▸ **Exercise goal**
Could you copy each line of the entries that contains "Left"?

▸ **Data shown**
== Segment start ==

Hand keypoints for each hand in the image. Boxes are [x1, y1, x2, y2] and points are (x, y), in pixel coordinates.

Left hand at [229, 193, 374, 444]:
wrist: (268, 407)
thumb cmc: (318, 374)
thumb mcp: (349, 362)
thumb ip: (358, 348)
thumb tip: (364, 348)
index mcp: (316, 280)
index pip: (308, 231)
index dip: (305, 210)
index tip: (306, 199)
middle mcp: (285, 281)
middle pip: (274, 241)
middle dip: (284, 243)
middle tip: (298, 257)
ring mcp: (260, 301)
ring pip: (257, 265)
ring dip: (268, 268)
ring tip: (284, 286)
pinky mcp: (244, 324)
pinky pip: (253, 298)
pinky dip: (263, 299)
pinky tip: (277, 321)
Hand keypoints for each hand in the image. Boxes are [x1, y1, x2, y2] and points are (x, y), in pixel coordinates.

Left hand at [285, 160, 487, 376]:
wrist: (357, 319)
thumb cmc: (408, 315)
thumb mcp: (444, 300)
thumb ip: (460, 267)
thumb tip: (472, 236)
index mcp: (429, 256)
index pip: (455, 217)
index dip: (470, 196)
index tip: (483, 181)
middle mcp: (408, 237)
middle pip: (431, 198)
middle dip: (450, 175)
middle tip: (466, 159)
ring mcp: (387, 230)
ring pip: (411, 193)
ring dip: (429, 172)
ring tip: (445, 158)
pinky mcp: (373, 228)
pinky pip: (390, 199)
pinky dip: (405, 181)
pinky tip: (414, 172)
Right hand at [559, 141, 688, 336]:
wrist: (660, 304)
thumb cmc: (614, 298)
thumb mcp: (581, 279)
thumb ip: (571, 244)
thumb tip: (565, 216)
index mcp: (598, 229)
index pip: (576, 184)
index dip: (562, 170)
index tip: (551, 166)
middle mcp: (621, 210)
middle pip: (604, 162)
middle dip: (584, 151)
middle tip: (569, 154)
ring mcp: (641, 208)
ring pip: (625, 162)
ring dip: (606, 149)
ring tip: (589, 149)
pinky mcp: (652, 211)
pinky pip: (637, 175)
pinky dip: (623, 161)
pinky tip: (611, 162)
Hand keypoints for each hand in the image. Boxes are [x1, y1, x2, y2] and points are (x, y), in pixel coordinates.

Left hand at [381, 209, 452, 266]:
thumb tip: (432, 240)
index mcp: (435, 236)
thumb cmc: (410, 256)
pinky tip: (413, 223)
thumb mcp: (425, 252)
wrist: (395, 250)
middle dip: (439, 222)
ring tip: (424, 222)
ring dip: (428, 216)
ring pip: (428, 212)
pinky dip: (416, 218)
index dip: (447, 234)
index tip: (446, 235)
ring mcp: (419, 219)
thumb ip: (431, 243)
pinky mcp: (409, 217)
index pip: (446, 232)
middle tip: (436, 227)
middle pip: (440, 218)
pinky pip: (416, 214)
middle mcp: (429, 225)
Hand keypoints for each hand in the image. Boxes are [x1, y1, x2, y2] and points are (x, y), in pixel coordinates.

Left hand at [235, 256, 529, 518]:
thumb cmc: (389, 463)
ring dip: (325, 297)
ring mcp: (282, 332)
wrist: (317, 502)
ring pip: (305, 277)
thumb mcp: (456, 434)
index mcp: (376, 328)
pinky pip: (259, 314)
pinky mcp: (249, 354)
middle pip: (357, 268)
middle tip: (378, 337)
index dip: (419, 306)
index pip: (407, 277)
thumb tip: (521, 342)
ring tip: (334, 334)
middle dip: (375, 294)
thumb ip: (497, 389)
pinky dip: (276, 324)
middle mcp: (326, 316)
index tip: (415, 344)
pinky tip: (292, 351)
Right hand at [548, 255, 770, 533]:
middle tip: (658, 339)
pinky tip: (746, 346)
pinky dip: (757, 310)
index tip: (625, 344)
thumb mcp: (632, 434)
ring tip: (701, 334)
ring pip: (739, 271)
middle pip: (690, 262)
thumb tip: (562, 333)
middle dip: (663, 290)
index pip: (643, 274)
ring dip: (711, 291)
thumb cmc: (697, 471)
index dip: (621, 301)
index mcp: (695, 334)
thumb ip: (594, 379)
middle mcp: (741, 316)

== Segment end ==
== Segment start ==

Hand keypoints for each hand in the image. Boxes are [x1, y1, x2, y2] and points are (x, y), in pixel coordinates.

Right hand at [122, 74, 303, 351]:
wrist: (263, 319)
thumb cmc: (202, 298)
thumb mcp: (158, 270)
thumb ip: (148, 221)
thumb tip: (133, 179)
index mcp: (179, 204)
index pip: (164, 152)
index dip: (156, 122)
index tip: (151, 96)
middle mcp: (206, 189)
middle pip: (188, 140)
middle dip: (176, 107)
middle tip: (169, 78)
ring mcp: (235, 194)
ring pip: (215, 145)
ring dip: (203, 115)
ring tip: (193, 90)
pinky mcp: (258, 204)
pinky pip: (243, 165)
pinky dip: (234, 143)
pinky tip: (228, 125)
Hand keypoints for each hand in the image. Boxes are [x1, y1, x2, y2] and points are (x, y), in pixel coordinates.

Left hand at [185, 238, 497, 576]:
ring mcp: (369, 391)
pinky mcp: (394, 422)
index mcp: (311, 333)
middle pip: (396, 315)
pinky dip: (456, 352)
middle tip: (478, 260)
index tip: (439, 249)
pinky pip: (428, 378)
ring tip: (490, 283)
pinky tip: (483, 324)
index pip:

== Segment end ==

▸ **Answer box**
Left hand at [229, 193, 374, 444]:
Left hand at [285, 160, 487, 376]:
Left hand at [381, 209, 452, 266]:
Left hand at [235, 256, 529, 518]:
Left hand at [185, 238, 497, 576]:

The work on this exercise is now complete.